Blaze at Refugee Camp: Around 600 children still missing
Rohingya parents are enduring an agonising wait as they hope to be reunited with their children who were separated in the massive fire that raged through four camps on Monday in Balukhali of Cox's Bazar's Ukhiya upazila.
The primary registration of missing children rose to 600 while some children have started reuniting with their families at camp-8(e), according to a joint assessment of 27 NGOs working at the camps.
The rapid assessment says 66 percent of the four camps have been affected by the blaze, while 10,000 shelters -- including medical care facilities, learning centres, women and child support centres -- were razed to the ground by the inferno.
Yesterday, this correspondent came across the "Lost and Missing Child Information Centre" at Balukhali camp set up by Brac, where parents crowded to report their missing children.
At the centre, this correspondent talked to Mohammad Azmat of camp-8(e).
"When the fire broke out, we ran for our lives. But my seven-year-old son has been missing since. I registered his name here, in the hopes of getting him back," said Azmat, who was one of those in the queue to report their missing children.
"Without my child, I can't even focus on rebuilding my shelter," he added.
An NGO official, preferring not to be named, told The Daily Star that 150 such information centres have been set up across the four affected camps, where parents come to submit their child's name every day.

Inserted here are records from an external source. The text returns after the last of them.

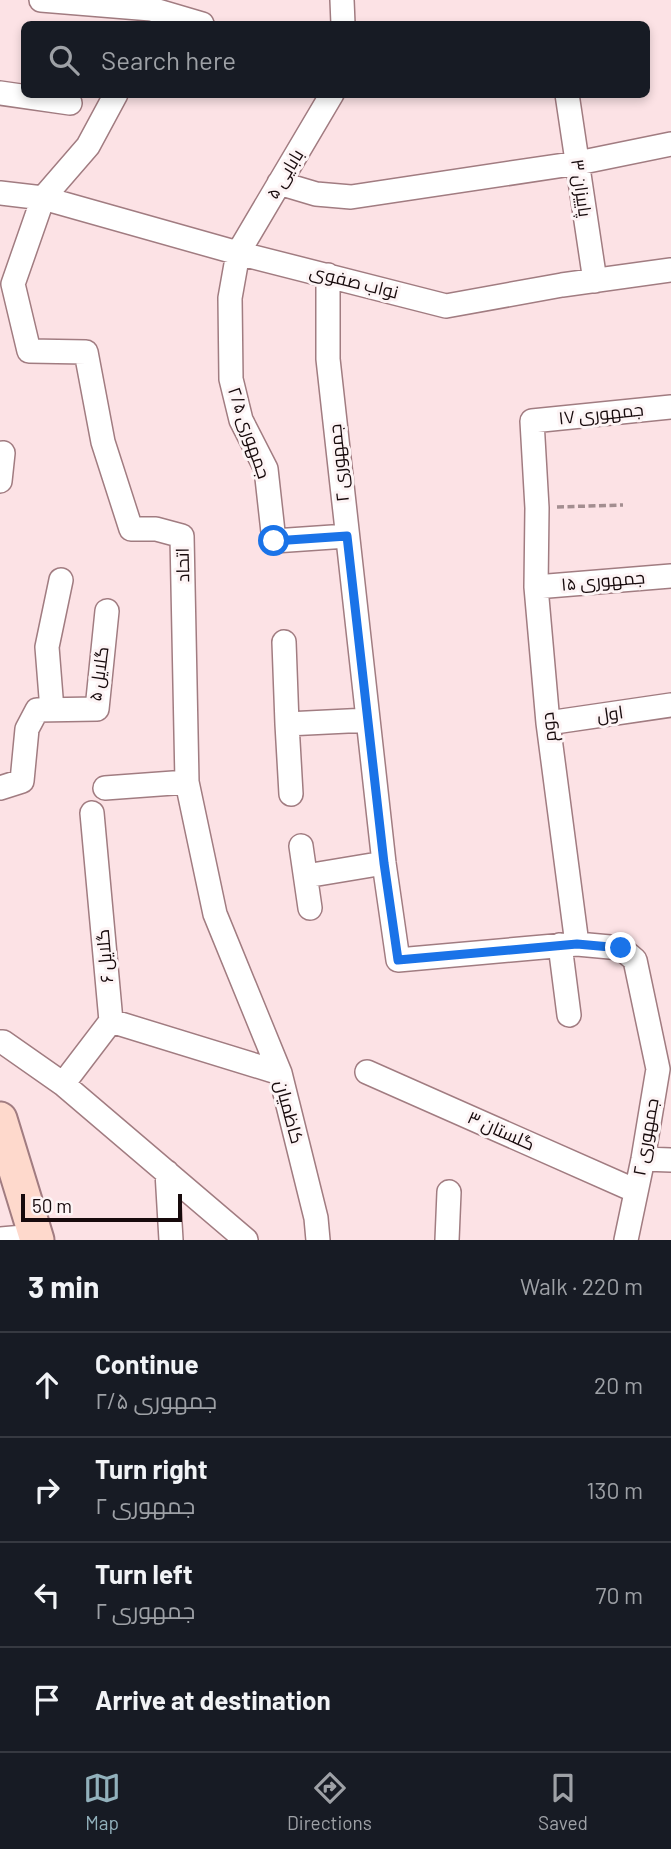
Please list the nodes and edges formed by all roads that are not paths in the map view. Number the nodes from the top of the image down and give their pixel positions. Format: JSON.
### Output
{"nodes":[{"id":1,"x":41,"y":0,"type":"edge"},
{"id":2,"x":342,"y":0,"type":"edge"},
{"id":3,"x":150,"y":11,"type":"edge"},
{"id":4,"x":190,"y":21,"type":"edge"},
{"id":5,"x":343,"y":21,"type":"edge"},
{"id":6,"x":0,"y":93,"type":"edge"},
{"id":7,"x":21,"y":96,"type":"edge"},
{"id":8,"x":35,"y":98,"type":"edge"},
{"id":9,"x":114,"y":98,"type":"edge"},
{"id":10,"x":329,"y":98,"type":"edge"},
{"id":11,"x":568,"y":98,"type":"edge"},
{"id":12,"x":70,"y":103,"type":"dead end"},
{"id":13,"x":671,"y":144,"type":"edge"},
{"id":14,"x":578,"y":163,"type":"junction"},
{"id":15,"x":279,"y":183,"type":"junction"},
{"id":16,"x":0,"y":193,"type":"edge"},
{"id":17,"x":43,"y":198,"type":"junction"},
{"id":18,"x":238,"y":253,"type":"junction"},
{"id":19,"x":671,"y":270,"type":"edge"},
{"id":20,"x":328,"y":275,"type":"junction"},
{"id":21,"x":595,"y":281,"type":"junction"},
{"id":22,"x":671,"y":407,"type":"edge"},
{"id":23,"x":532,"y":421,"type":"joint"},
{"id":24,"x":3,"y":453,"type":"dead end"},
{"id":25,"x":0,"y":481,"type":"edge"},
{"id":26,"x":347,"y":536,"type":"junction"},
{"id":27,"x":671,"y":576,"type":"edge"},
{"id":28,"x":61,"y":580,"type":"dead end"},
{"id":29,"x":536,"y":587,"type":"junction"},
{"id":30,"x":107,"y":611,"type":"dead end"},
{"id":31,"x":284,"y":642,"type":"dead end"},
{"id":32,"x":671,"y":705,"type":"edge"},
{"id":33,"x":52,"y":710,"type":"junction"},
{"id":34,"x":368,"y":720,"type":"junction"},
{"id":35,"x":548,"y":723,"type":"junction"},
{"id":36,"x":288,"y":724,"type":"junction"},
{"id":37,"x":187,"y":782,"type":"junction"},
{"id":38,"x":0,"y":788,"type":"edge"},
{"id":39,"x":105,"y":788,"type":"dead end"},
{"id":40,"x":291,"y":794,"type":"dead end"},
{"id":41,"x":92,"y":813,"type":"dead end"},
{"id":42,"x":302,"y":846,"type":"dead end"},
{"id":43,"x":384,"y":863,"type":"junction"},
{"id":44,"x":306,"y":876,"type":"junction"},
{"id":45,"x":310,"y":908,"type":"dead end"},
{"id":46,"x":568,"y":944,"type":"junction"},
{"id":47,"x":569,"y":1015,"type":"dead end"},
{"id":48,"x":111,"y":1020,"type":"junction"},
{"id":49,"x":0,"y":1042,"type":"edge"},
{"id":50,"x":664,"y":1069,"type":"edge"},
{"id":51,"x":367,"y":1072,"type":"dead end"},
{"id":52,"x":280,"y":1073,"type":"junction"},
{"id":53,"x":63,"y":1084,"type":"junction"},
{"id":54,"x":0,"y":1119,"type":"edge"},
{"id":55,"x":643,"y":1159,"type":"junction"},
{"id":56,"x":671,"y":1160,"type":"edge"},
{"id":57,"x":167,"y":1172,"type":"junction"},
{"id":58,"x":636,"y":1191,"type":"junction"},
{"id":59,"x":449,"y":1192,"type":"dead end"},
{"id":60,"x":36,"y":1238,"type":"edge"},
{"id":61,"x":0,"y":1239,"type":"edge"},
{"id":62,"x":171,"y":1240,"type":"edge"},
{"id":63,"x":246,"y":1240,"type":"edge"},
{"id":64,"x":318,"y":1240,"type":"edge"},
{"id":65,"x":447,"y":1240,"type":"edge"},
{"id":66,"x":626,"y":1240,"type":"edge"}],
"edges":[{"from":1,"to":3,"type":"street"},
{"from":2,"to":5,"type":"street"},
{"from":3,"to":4,"type":"street"},
{"from":6,"to":7,"type":"street"},
{"from":8,"to":12,"type":"street"},
{"from":9,"to":17,"type":"street","name":"اتحاد"},
{"from":10,"to":15,"type":"street","name":"بابایی ۵"},
{"from":11,"to":14,"type":"street","name":"پاییزان ۳"},
{"from":13,"to":14,"type":"street"},
{"from":14,"to":15,"type":"street"},
{"from":14,"to":21,"type":"street","name":"پاییزان ۳"},
{"from":15,"to":18,"type":"street","name":"بابایی ۵"},
{"from":16,"to":17,"type":"street","name":"نواب صفوی"},
{"from":17,"to":18,"type":"street","name":"نواب صفوی"},
{"from":17,"to":37,"type":"street","name":"اتحاد"},
{"from":18,"to":20,"type":"street","name":"نواب صفوی"},
{"from":18,"to":26,"type":"street","name":"جمهوری ۲/۵"},
{"from":19,"to":21,"type":"street","name":"نواب صفوی"},
{"from":20,"to":21,"type":"street","name":"نواب صفوی"},
{"from":20,"to":26,"type":"street","name":"جمهوری ۲"},
{"from":22,"to":23,"type":"street","name":"جمهوری ۱۷"},
{"from":23,"to":29,"type":"street","name":"دوم"},
{"from":24,"to":25,"type":"street"},
{"from":26,"to":34,"type":"street","name":"جمهوری ۲"},
{"from":27,"to":29,"type":"street","name":"جمهوری ۱۵"},
{"from":28,"to":33,"type":"street"},
{"from":29,"to":35,"type":"street","name":"دوم"},
{"from":30,"to":33,"type":"street","name":"گلایل ۵"},
{"from":31,"to":36,"type":"street"},
{"from":32,"to":35,"type":"street","name":"اول"},
{"from":33,"to":38,"type":"street"},
{"from":34,"to":36,"type":"street"},
{"from":34,"to":43,"type":"street","name":"جمهوری ۲"},
{"from":35,"to":46,"type":"street","name":"دوم"},
{"from":36,"to":40,"type":"street"},
{"from":37,"to":39,"type":"street"},
{"from":37,"to":52,"type":"street","name":"اتحاد"},
{"from":41,"to":48,"type":"street","name":"گلایل ۶"},
{"from":42,"to":44,"type":"street"},
{"from":43,"to":44,"type":"street"},
{"from":43,"to":46,"type":"street","name":"جمهوری ۲"},
{"from":44,"to":45,"type":"street"},
{"from":46,"to":47,"type":"street","name":"دوم"},
{"from":46,"to":50,"type":"street","name":"جمهوری ۲"},
{"from":48,"to":52,"type":"street","name":"کاظمیان"},
{"from":48,"to":53,"type":"street"},
{"from":49,"to":53,"type":"street"},
{"from":50,"to":55,"type":"street","name":"جمهوری ۲"},
{"from":51,"to":58,"type":"street","name":"گلستان ۳"},
{"from":52,"to":64,"type":"street","name":"کاظمیان"},
{"from":53,"to":57,"type":"street"},
{"from":54,"to":60,"type":"main road"},
{"from":55,"to":56,"type":"street"},
{"from":55,"to":58,"type":"street","name":"جمهوری ۲"},
{"from":57,"to":62,"type":"street"},
{"from":57,"to":63,"type":"street"},
{"from":58,"to":66,"type":"street","name":"جمهوری ۲"},
{"from":59,"to":65,"type":"street"},
{"from":60,"to":61,"type":"street"}]}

Humanitarian organisations, including Brac, International Refugee Council and Danish Refugee Council, are working and coordinating on the ground to generate information about missing children.

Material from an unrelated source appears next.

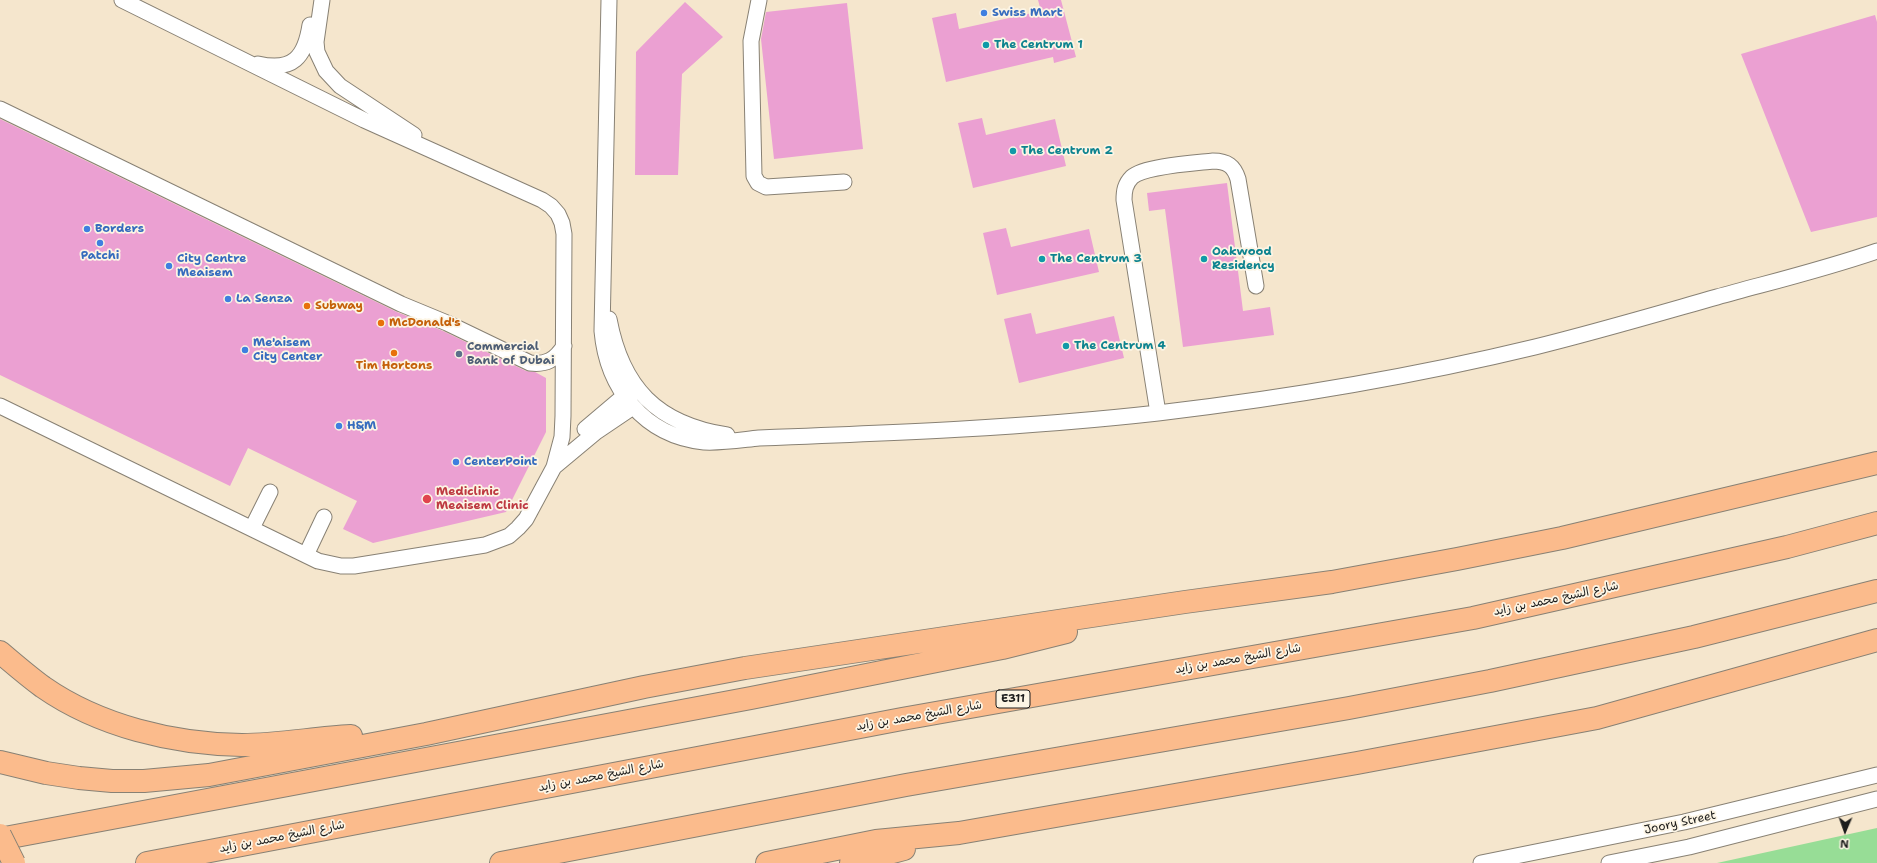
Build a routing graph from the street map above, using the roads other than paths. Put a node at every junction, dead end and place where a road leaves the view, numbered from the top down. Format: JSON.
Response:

Apart from this, child protection agencies established child-friendly spaces to receive lost children.
As of Wednesday, 24 children were received by child protection units and 17 were reunited with their families, a camp-in-charge who wished to remain anonymous told The Daily Star.
According to the Refugee Relief and Repatriation Commissioner's office, the fire that raged in four camps on Monday claimed 11 lives, burnt down 10,000 shanties and displaced around 50,000 people.